Where a line has odd spacing or punctuation, keep it; transcribe all the entries exactly.

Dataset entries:

**********

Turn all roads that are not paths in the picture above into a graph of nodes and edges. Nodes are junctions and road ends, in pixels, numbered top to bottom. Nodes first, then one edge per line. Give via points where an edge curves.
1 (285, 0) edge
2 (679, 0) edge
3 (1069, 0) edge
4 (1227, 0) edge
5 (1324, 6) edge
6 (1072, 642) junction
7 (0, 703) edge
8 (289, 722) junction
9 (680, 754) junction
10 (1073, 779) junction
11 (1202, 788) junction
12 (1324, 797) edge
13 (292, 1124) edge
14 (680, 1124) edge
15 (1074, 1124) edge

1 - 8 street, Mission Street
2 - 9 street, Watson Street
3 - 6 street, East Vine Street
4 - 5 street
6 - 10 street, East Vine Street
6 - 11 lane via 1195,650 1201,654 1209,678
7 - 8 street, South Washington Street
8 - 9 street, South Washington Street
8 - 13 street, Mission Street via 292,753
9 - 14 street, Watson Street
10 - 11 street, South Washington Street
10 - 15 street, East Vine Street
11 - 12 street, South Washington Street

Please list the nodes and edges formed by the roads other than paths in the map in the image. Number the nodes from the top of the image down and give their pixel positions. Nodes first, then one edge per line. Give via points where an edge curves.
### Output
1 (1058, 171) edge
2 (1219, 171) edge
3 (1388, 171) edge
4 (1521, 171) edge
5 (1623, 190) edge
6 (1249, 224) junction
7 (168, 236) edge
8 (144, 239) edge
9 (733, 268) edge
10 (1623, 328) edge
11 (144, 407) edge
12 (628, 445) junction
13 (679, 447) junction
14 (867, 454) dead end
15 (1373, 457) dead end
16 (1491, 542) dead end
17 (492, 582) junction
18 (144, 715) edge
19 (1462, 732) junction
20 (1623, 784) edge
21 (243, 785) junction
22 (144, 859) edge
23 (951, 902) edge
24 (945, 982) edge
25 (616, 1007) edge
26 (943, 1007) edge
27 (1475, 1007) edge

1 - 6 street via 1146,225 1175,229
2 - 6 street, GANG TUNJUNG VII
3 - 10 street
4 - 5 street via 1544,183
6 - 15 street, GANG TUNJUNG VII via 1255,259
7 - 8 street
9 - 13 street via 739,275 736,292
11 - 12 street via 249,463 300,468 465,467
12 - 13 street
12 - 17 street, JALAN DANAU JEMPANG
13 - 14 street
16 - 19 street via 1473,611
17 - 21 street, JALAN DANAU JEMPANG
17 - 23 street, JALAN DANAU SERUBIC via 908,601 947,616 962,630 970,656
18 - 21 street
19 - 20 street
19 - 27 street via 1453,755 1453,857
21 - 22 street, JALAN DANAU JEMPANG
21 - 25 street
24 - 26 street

**********

(Worked solution):
Turn all roads that are not paths in the picture above into a graph of nodes and edges. Nodes are junctions and road ends, in pixels, numbered top to bottom. Nodes first, then one edge per line. Give via points where an edge curves.
1 (285, 0) edge
2 (679, 0) edge
3 (1069, 0) edge
4 (1227, 0) edge
5 (1324, 6) edge
6 (1072, 642) junction
7 (0, 703) edge
8 (289, 722) junction
9 (680, 754) junction
10 (1073, 779) junction
11 (1202, 788) junction
12 (1324, 797) edge
13 (292, 1124) edge
14 (680, 1124) edge
15 (1074, 1124) edge

1 - 8 street, Mission Street
2 - 9 street, Watson Street
3 - 6 street, East Vine Street
4 - 5 street
6 - 10 street, East Vine Street
6 - 11 lane via 1195,650 1201,654 1209,678
7 - 8 street, South Washington Street
8 - 9 street, South Washington Street
8 - 13 street, Mission Street via 292,753
9 - 14 street, Watson Street
10 - 11 street, South Washington Street
10 - 15 street, East Vine Street
11 - 12 street, South Washington Street

Please list the nodes and edges formed by the roads other than paths in the map in the image. Number the nodes from the top of the image down and give their pixel positions. Nodes first, then one edge per line. Give via points where an edge curves.
### Output
1 (1058, 171) edge
2 (1219, 171) edge
3 (1388, 171) edge
4 (1521, 171) edge
5 (1623, 190) edge
6 (1249, 224) junction
7 (168, 236) edge
8 (144, 239) edge
9 (733, 268) edge
10 (1623, 328) edge
11 (144, 407) edge
12 (628, 445) junction
13 (679, 447) junction
14 (867, 454) dead end
15 (1373, 457) dead end
16 (1491, 542) dead end
17 (492, 582) junction
18 (144, 715) edge
19 (1462, 732) junction
20 (1623, 784) edge
21 (243, 785) junction
22 (144, 859) edge
23 (951, 902) edge
24 (945, 982) edge
25 (616, 1007) edge
26 (943, 1007) edge
27 (1475, 1007) edge

1 - 6 street via 1146,225 1175,229
2 - 6 street, GANG TUNJUNG VII
3 - 10 street
4 - 5 street via 1544,183
6 - 15 street, GANG TUNJUNG VII via 1255,259
7 - 8 street
9 - 13 street via 739,275 736,292
11 - 12 street via 249,463 300,468 465,467
12 - 13 street
12 - 17 street, JALAN DANAU JEMPANG
13 - 14 street
16 - 19 street via 1473,611
17 - 21 street, JALAN DANAU JEMPANG
17 - 23 street, JALAN DANAU SERUBIC via 908,601 947,616 962,630 970,656
18 - 21 street
19 - 20 street
19 - 27 street via 1453,755 1453,857
21 - 22 street, JALAN DANAU JEMPANG
21 - 25 street
24 - 26 street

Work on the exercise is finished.